= Semiotics of agriculture =

The semiotics of agriculture are the observations of the images, namely photographs, surrounding agriculture and the meaning communicated by those images.

== Images as signs of agriculture ==

Images of agriculture were examined in Sara King’s thesis work in conjunction with Dr. Emily Rhodes, titled Impressions of Agriculture: Using Semiotics to Decode Agricultural Images. Jennifer Norwood observed similar patterns in her work: A semiotic analysis of biotechnology and food safety photographs, and used these to discuses images associated with agriculture.

Agricultural images, according to King and Rhodes, when viewed as semiotic signs of agriculture are viewed on a scale. People with high exposure to agriculture (those with agricultural backgrounds such as FFA, family farms, etc.) tend to associate agricultural images with day-to-day tasks, such as operating farm equipment or getting things ready to plan and objects such as muddy boots or farm tools. Those with low exposure to agriculture (those who grew up in suburban or urban areas) tend to associate the images of agriculture with agricultural or open-space landscapes and finished agricultural food products in grocery stores. There are also those with medium exposure to agriculture, who view agricultural images as somewhere in between industrial and open-space settings of agriculture.

In another study, conducted by Leslie Edgar and Tracy Rutherford titled: A Semiotic Analysis of a Texas Cooperative Extension Marketing Packet, agricultural images of this marketing packet revealed five repeating themes that included diversity, relationships, messages portrayed, and stereotypes.

According to a study titled: “The Stuff You Need Out Here”: A Semiotic Case Study Analysis of an Agricultural Company’s Advertisements by Emily B. Rhoades and Tracy Irani, agricultural images used in advertisements and in the media typically follow ideological views held by the American public. These ideologies contain stereotypes of those who live in rural areas and those who are directly involved in agriculture or agricultural production. Many of these stereotypes portray farmers in a negative way.
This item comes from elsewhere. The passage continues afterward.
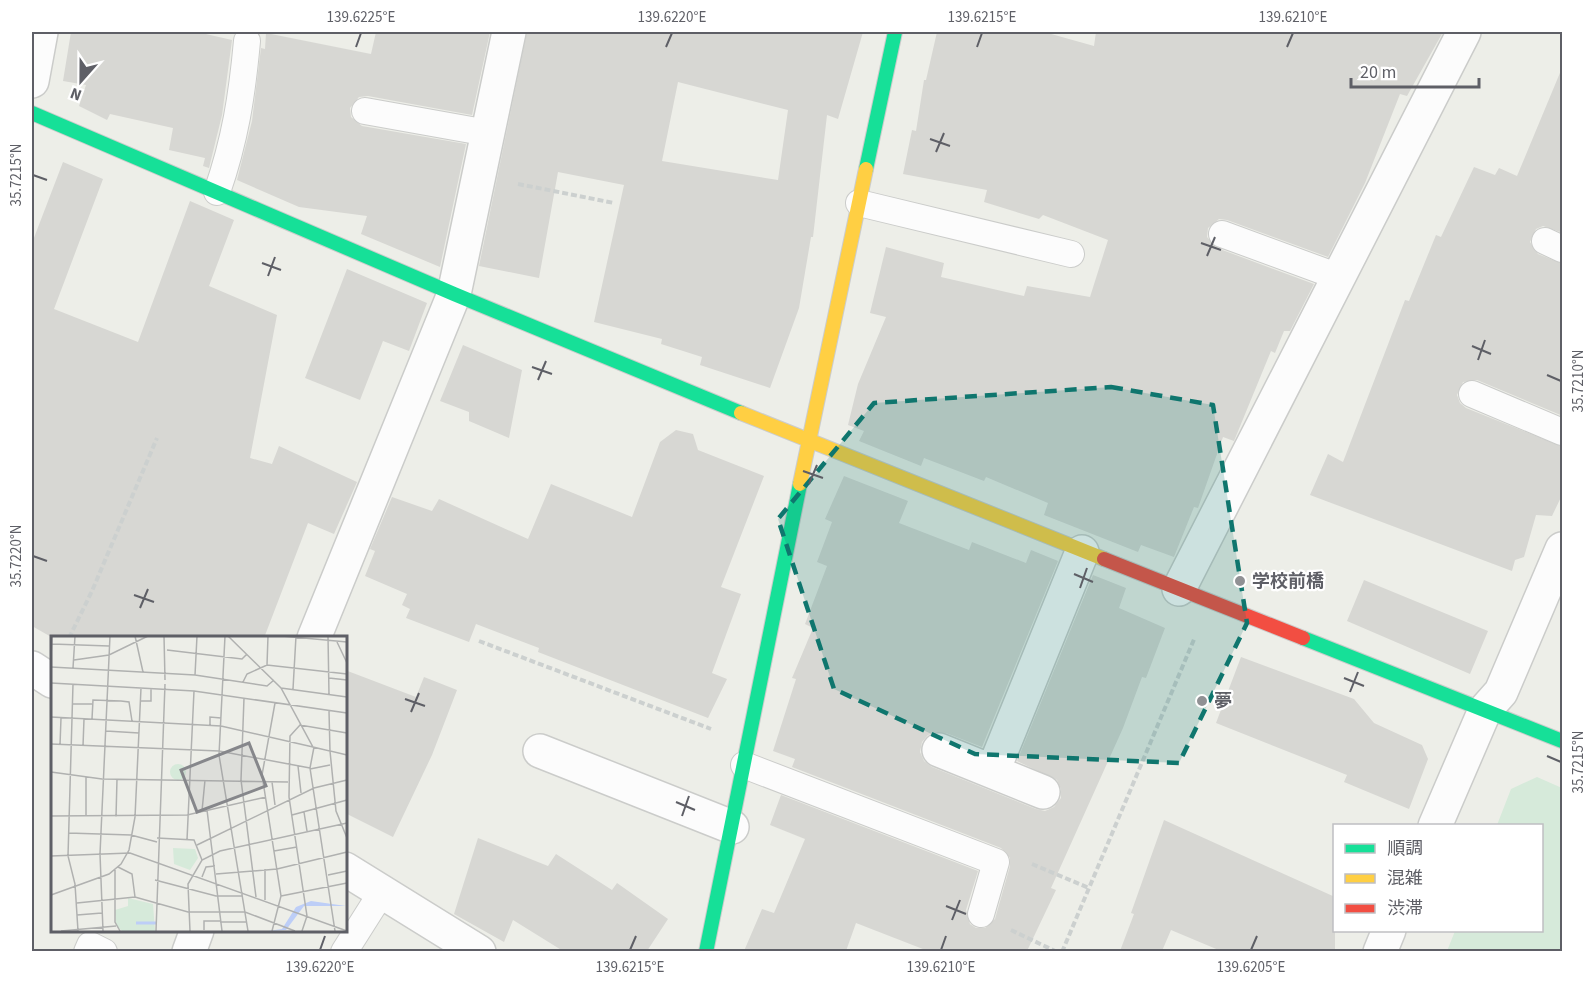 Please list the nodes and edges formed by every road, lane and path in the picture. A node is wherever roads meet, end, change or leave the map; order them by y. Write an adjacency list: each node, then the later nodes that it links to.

== Symbolic, iconic, and indexical modes of visual agricultural signs ==

Charles Peirce identified three different types of signs: symbolic, iconic, and indexical modes of signs. Symbolic modes of signs are signs that do not resemble the signified; they are arbitrary or purely conventional. An example of a symbolic signs would be the alphabet. Iconic modes of signs are those in which the signifier is perceived as resembling the signified. Examples of iconic signs include portraits and scale-models. Indexical signs are those in which the signifier is not arbitrary but is directly related to the signified. Examples of indexical signs include thunder and footprints.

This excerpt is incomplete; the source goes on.